**EXERCISE PROMPT**
Keep the lines exact and the pictures out as you repeat the following listing.

**SOURCE RECORDS**

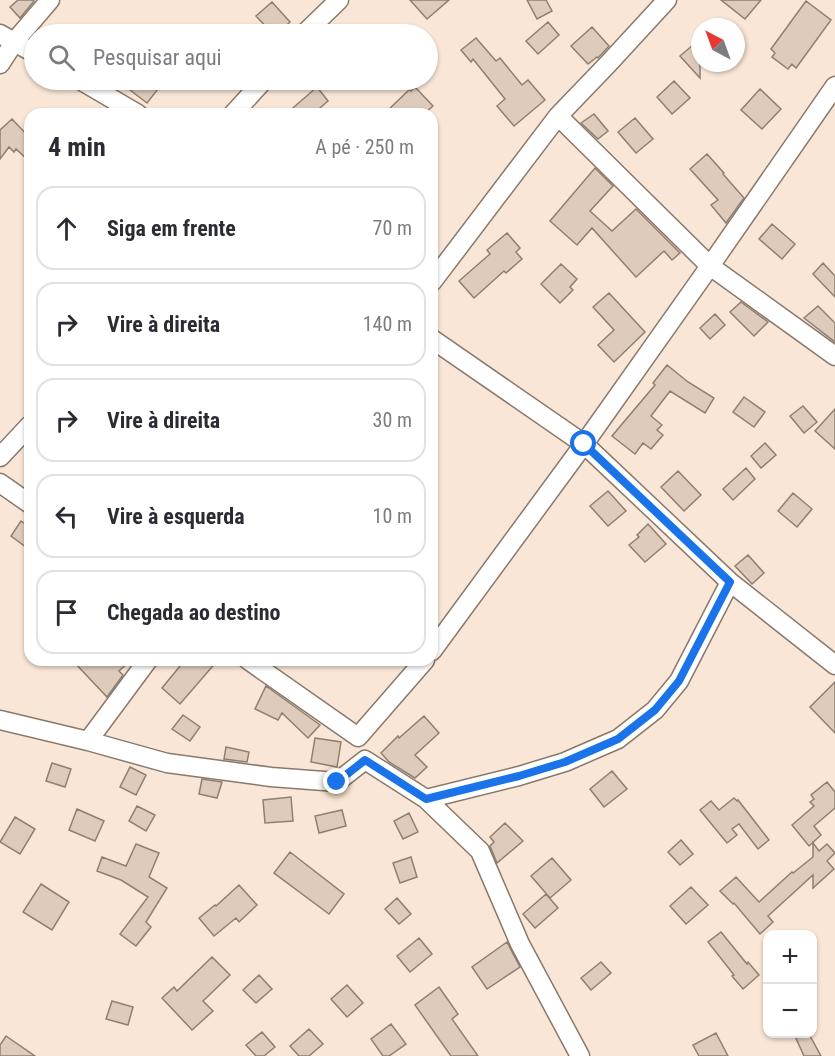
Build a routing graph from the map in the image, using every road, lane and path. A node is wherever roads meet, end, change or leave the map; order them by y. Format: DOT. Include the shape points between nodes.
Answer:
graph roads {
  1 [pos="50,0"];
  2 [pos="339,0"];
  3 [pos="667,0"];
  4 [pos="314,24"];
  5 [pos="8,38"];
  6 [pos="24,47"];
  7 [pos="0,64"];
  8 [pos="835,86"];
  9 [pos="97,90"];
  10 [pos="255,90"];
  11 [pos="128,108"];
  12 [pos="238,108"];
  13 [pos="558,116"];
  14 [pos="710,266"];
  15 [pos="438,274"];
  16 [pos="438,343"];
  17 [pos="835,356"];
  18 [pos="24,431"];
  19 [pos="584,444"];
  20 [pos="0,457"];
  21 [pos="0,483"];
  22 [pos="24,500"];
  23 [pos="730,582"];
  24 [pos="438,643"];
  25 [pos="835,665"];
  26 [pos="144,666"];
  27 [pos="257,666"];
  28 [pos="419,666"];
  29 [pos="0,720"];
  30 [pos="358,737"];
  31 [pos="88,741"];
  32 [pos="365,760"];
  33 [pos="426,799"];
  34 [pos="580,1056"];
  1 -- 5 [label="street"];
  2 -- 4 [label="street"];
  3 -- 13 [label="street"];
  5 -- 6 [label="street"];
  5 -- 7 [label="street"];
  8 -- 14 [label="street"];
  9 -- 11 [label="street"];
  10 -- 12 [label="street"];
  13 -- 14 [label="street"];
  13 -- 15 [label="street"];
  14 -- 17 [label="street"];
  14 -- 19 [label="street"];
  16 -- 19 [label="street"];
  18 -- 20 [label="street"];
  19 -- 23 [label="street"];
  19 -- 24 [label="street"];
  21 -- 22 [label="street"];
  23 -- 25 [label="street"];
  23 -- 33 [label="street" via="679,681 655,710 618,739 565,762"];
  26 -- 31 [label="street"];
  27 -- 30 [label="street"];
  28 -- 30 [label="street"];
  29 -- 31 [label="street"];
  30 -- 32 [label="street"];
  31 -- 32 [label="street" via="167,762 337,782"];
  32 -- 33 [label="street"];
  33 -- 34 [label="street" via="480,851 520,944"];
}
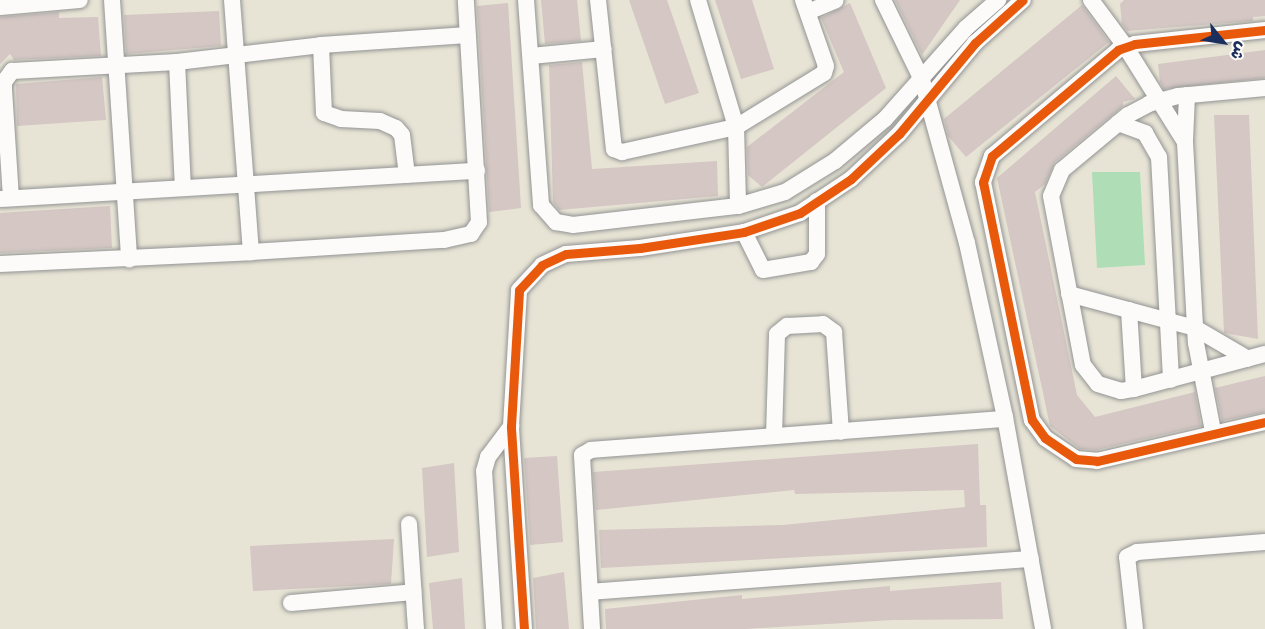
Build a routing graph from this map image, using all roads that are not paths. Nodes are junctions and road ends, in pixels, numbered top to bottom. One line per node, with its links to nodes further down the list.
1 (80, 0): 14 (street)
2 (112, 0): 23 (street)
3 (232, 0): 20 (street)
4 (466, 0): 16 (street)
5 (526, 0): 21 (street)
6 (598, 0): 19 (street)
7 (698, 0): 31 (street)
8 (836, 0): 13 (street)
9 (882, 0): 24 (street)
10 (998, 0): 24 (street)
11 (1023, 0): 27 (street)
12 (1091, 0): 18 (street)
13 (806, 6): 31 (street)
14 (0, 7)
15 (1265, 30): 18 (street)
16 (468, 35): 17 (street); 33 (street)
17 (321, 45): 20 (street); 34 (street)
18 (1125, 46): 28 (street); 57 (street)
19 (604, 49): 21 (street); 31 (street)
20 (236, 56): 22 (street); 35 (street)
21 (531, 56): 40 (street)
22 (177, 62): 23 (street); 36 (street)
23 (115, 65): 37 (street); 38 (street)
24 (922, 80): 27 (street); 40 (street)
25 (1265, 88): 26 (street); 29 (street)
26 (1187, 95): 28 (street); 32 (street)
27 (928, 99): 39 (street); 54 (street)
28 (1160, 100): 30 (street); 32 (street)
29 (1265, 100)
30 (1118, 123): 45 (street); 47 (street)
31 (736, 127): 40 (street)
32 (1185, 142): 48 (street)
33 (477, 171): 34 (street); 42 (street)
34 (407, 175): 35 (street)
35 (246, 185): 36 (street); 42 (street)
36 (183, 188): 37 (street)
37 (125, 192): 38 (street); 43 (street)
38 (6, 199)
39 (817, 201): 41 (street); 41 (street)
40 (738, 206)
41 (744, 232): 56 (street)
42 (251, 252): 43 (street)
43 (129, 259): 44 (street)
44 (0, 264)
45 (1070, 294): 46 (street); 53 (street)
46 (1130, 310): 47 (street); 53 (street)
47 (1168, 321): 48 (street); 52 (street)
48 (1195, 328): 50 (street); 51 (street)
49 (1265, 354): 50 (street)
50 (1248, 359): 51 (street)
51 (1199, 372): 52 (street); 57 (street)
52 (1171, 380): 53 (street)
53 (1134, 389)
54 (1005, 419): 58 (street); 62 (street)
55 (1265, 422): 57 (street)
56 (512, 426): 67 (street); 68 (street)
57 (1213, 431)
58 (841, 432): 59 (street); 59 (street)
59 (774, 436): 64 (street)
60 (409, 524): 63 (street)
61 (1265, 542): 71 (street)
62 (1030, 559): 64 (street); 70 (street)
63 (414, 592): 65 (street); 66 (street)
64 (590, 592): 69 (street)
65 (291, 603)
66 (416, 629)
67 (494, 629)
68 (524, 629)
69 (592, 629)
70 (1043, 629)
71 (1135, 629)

**ANSWER BOX**
Build a routing graph from the map in the image, using every road, lane and path. A node is wherever roads meet, end, change or leave the map; order them by y. Format: DOT. Include the shape points between nodes.
Answer:
graph roads {
  1 [pos="50,0"];
  2 [pos="339,0"];
  3 [pos="667,0"];
  4 [pos="314,24"];
  5 [pos="8,38"];
  6 [pos="24,47"];
  7 [pos="0,64"];
  8 [pos="835,86"];
  9 [pos="97,90"];
  10 [pos="255,90"];
  11 [pos="128,108"];
  12 [pos="238,108"];
  13 [pos="558,116"];
  14 [pos="710,266"];
  15 [pos="438,274"];
  16 [pos="438,343"];
  17 [pos="835,356"];
  18 [pos="24,431"];
  19 [pos="584,444"];
  20 [pos="0,457"];
  21 [pos="0,483"];
  22 [pos="24,500"];
  23 [pos="730,582"];
  24 [pos="438,643"];
  25 [pos="835,665"];
  26 [pos="144,666"];
  27 [pos="257,666"];
  28 [pos="419,666"];
  29 [pos="0,720"];
  30 [pos="358,737"];
  31 [pos="88,741"];
  32 [pos="365,760"];
  33 [pos="426,799"];
  34 [pos="580,1056"];
  1 -- 5 [label="street"];
  2 -- 4 [label="street"];
  3 -- 13 [label="street"];
  5 -- 6 [label="street"];
  5 -- 7 [label="street"];
  8 -- 14 [label="street"];
  9 -- 11 [label="street"];
  10 -- 12 [label="street"];
  13 -- 14 [label="street"];
  13 -- 15 [label="street"];
  14 -- 17 [label="street"];
  14 -- 19 [label="street"];
  16 -- 19 [label="street"];
  18 -- 20 [label="street"];
  19 -- 23 [label="street"];
  19 -- 24 [label="street"];
  21 -- 22 [label="street"];
  23 -- 25 [label="street"];
  23 -- 33 [label="street" via="679,681 655,710 618,739 565,762"];
  26 -- 31 [label="street"];
  27 -- 30 [label="street"];
  28 -- 30 [label="street"];
  29 -- 31 [label="street"];
  30 -- 32 [label="street"];
  31 -- 32 [label="street" via="167,762 337,782"];
  32 -- 33 [label="street"];
  33 -- 34 [label="street" via="480,851 520,944"];
}
Build a routing graph from this map image, using all roads that are not paths. Nodes are junctions and road ends, in pixels, numbered top to bottom. One line per node, with its links to nodes further down the list.
1 (80, 0): 14 (street)
2 (112, 0): 23 (street)
3 (232, 0): 20 (street)
4 (466, 0): 16 (street)
5 (526, 0): 21 (street)
6 (598, 0): 19 (street)
7 (698, 0): 31 (street)
8 (836, 0): 13 (street)
9 (882, 0): 24 (street)
10 (998, 0): 24 (street)
11 (1023, 0): 27 (street)
12 (1091, 0): 18 (street)
13 (806, 6): 31 (street)
14 (0, 7)
15 (1265, 30): 18 (street)
16 (468, 35): 17 (street); 33 (street)
17 (321, 45): 20 (street); 34 (street)
18 (1125, 46): 28 (street); 57 (street)
19 (604, 49): 21 (street); 31 (street)
20 (236, 56): 22 (street); 35 (street)
21 (531, 56): 40 (street)
22 (177, 62): 23 (street); 36 (street)
23 (115, 65): 37 (street); 38 (street)
24 (922, 80): 27 (street); 40 (street)
25 (1265, 88): 26 (street); 29 (street)
26 (1187, 95): 28 (street); 32 (street)
27 (928, 99): 39 (street); 54 (street)
28 (1160, 100): 30 (street); 32 (street)
29 (1265, 100)
30 (1118, 123): 45 (street); 47 (street)
31 (736, 127): 40 (street)
32 (1185, 142): 48 (street)
33 (477, 171): 34 (street); 42 (street)
34 (407, 175): 35 (street)
35 (246, 185): 36 (street); 42 (street)
36 (183, 188): 37 (street)
37 (125, 192): 38 (street); 43 (street)
38 (6, 199)
39 (817, 201): 41 (street); 41 (street)
40 (738, 206)
41 (744, 232): 56 (street)
42 (251, 252): 43 (street)
43 (129, 259): 44 (street)
44 (0, 264)
45 (1070, 294): 46 (street); 53 (street)
46 (1130, 310): 47 (street); 53 (street)
47 (1168, 321): 48 (street); 52 (street)
48 (1195, 328): 50 (street); 51 (street)
49 (1265, 354): 50 (street)
50 (1248, 359): 51 (street)
51 (1199, 372): 52 (street); 57 (street)
52 (1171, 380): 53 (street)
53 (1134, 389)
54 (1005, 419): 58 (street); 62 (street)
55 (1265, 422): 57 (street)
56 (512, 426): 67 (street); 68 (street)
57 (1213, 431)
58 (841, 432): 59 (street); 59 (street)
59 (774, 436): 64 (street)
60 (409, 524): 63 (street)
61 (1265, 542): 71 (street)
62 (1030, 559): 64 (street); 70 (street)
63 (414, 592): 65 (street); 66 (street)
64 (590, 592): 69 (street)
65 (291, 603)
66 (416, 629)
67 (494, 629)
68 (524, 629)
69 (592, 629)
70 (1043, 629)
71 (1135, 629)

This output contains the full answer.